#### EXERCISE:
Copy only the lines from the one with "Turn all roads" through the end of the records, exactly as they stand. No pictures belong in the copy.

··· RECORD EXCERPTS

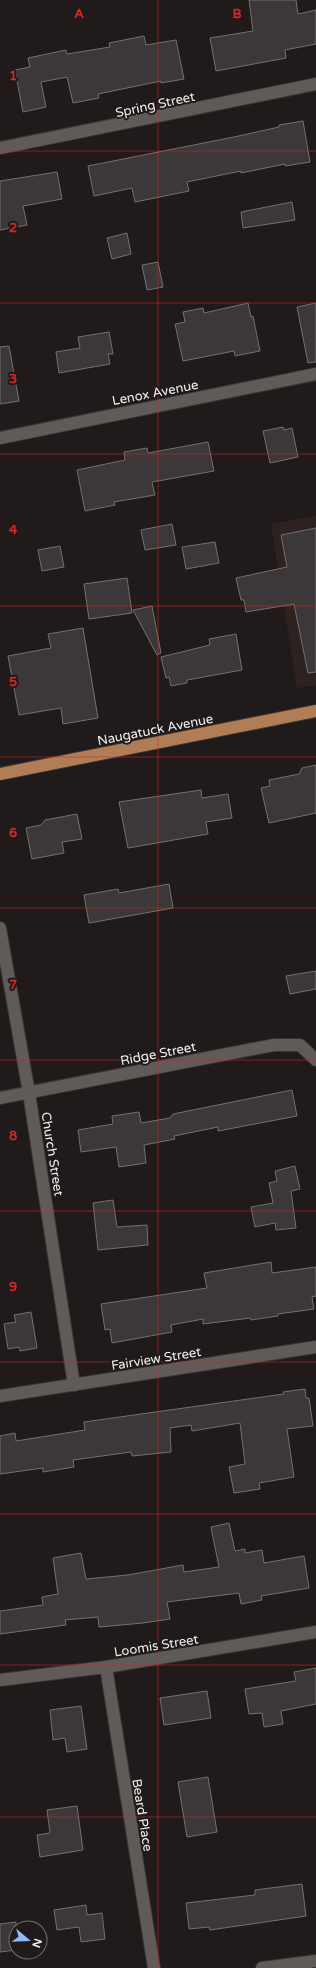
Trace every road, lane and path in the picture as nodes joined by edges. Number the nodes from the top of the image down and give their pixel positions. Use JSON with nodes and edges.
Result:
{"nodes":[{"id":1,"x":316,"y":84,"type":"edge"},
{"id":2,"x":0,"y":148,"type":"edge"},
{"id":3,"x":316,"y":374,"type":"edge"},
{"id":4,"x":0,"y":438,"type":"edge"},
{"id":5,"x":316,"y":711,"type":"edge"},
{"id":6,"x":0,"y":774,"type":"edge"},
{"id":7,"x":0,"y":928,"type":"edge"},
{"id":8,"x":316,"y":1060,"type":"edge"},
{"id":9,"x":29,"y":1093,"type":"junction"},
{"id":10,"x":0,"y":1098,"type":"edge"},
{"id":11,"x":316,"y":1347,"type":"edge"},
{"id":12,"x":74,"y":1385,"type":"junction"},
{"id":13,"x":0,"y":1396,"type":"edge"},
{"id":14,"x":316,"y":1632,"type":"edge"},
{"id":15,"x":106,"y":1667,"type":"junction"},
{"id":16,"x":0,"y":1680,"type":"edge"},
{"id":17,"x":316,"y":1961,"type":"edge"},
{"id":18,"x":154,"y":1968,"type":"edge"},
{"id":19,"x":262,"y":1968,"type":"edge"}],
"edges":[{"from":1,"to":2,"type":"street","name":"Spring Street"},
{"from":3,"to":4,"type":"street","name":"Lenox Avenue"},
{"from":5,"to":6,"type":"main road","name":"Naugatuck Avenue"},
{"from":7,"to":9,"type":"street","name":"Church Street"},
{"from":8,"to":9,"type":"street","name":"Ridge Street"},
{"from":9,"to":10,"type":"street","name":"Ridge Street"},
{"from":9,"to":12,"type":"street","name":"Church Street"},
{"from":11,"to":12,"type":"street","name":"Fairview Street"},
{"from":12,"to":13,"type":"street","name":"Fairview Street"},
{"from":14,"to":15,"type":"street","name":"Loomis Street"},
{"from":15,"to":16,"type":"street","name":"Loomis Street"},
{"from":15,"to":18,"type":"street","name":"Beard Place"},
{"from":17,"to":19,"type":"street"}]}
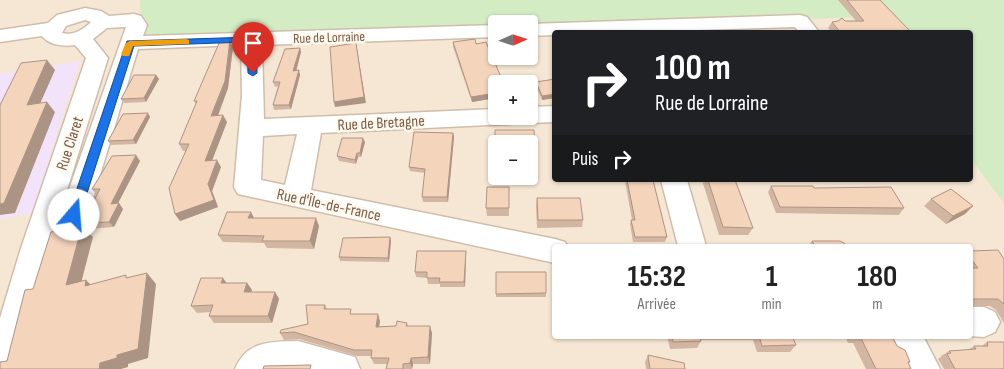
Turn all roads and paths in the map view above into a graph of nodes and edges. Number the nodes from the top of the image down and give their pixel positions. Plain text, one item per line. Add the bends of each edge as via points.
1 (91, 19) edge
2 (804, 27) edge
3 (538, 30) edge
4 (632, 30) edge
5 (52, 31) junction
6 (488, 31) edge
7 (0, 36) edge
8 (252, 40) junction
9 (0, 42) edge
10 (130, 43) junction
11 (552, 114) edge
12 (538, 115) edge
13 (488, 117) edge
14 (311, 126) junction
15 (251, 128) junction
16 (675, 182) edge
17 (296, 197) junction
18 (74, 215) dead end
19 (691, 244) edge
20 (552, 250) edge
21 (908, 339) edge
22 (2, 369) edge
23 (252, 369) edge
24 (343, 369) edge
25 (923, 369) edge

1 - 5 street via 62,40
1 - 10 street via 134,20 137,24
1 - 22 street, Rue Claret via 90,47 96,58 35,248
2 - 4 street
3 - 4 street
5 - 7 street
5 - 9 street
6 - 8 street, Rue de Lorraine
8 - 10 street, Rue de Lorraine
8 - 15 street, Rue d'Île-de-France
10 - 18 street
11 - 12 street
13 - 14 street, Rue de Bretagne
14 - 15 street, Rue de Bretagne
14 - 17 street
15 - 17 street, Rue d'Île-de-France via 247,187
16 - 19 street
17 - 20 street, Rue d'Île-de-France
21 - 25 street
23 - 24 street via 266,358 298,357

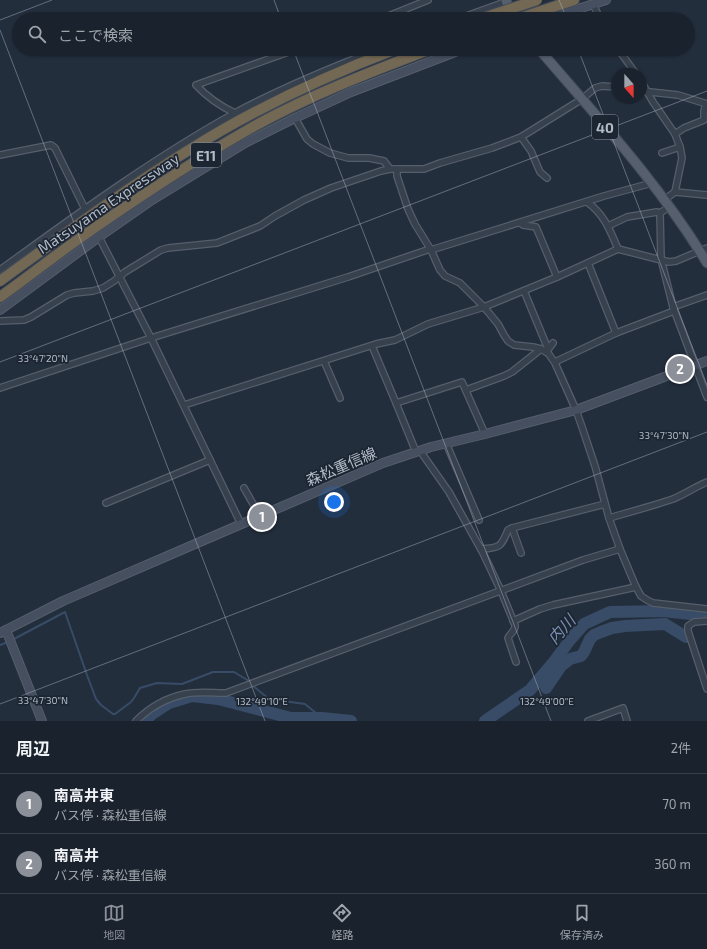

······

#### RESULT:
Turn all roads and paths in the map view above into a graph of nodes and edges. Number the nodes from the top of the image down and give their pixel positions. Plain text, one item per line. Add the bends of each edge as via points.
1 (91, 19) edge
2 (804, 27) edge
3 (538, 30) edge
4 (632, 30) edge
5 (52, 31) junction
6 (488, 31) edge
7 (0, 36) edge
8 (252, 40) junction
9 (0, 42) edge
10 (130, 43) junction
11 (552, 114) edge
12 (538, 115) edge
13 (488, 117) edge
14 (311, 126) junction
15 (251, 128) junction
16 (675, 182) edge
17 (296, 197) junction
18 (74, 215) dead end
19 (691, 244) edge
20 (552, 250) edge
21 (908, 339) edge
22 (2, 369) edge
23 (252, 369) edge
24 (343, 369) edge
25 (923, 369) edge

1 - 5 street via 62,40
1 - 10 street via 134,20 137,24
1 - 22 street, Rue Claret via 90,47 96,58 35,248
2 - 4 street
3 - 4 street
5 - 7 street
5 - 9 street
6 - 8 street, Rue de Lorraine
8 - 10 street, Rue de Lorraine
8 - 15 street, Rue d'Île-de-France
10 - 18 street
11 - 12 street
13 - 14 street, Rue de Bretagne
14 - 15 street, Rue de Bretagne
14 - 17 street
15 - 17 street, Rue d'Île-de-France via 247,187
16 - 19 street
17 - 20 street, Rue d'Île-de-France
21 - 25 street
23 - 24 street via 266,358 298,357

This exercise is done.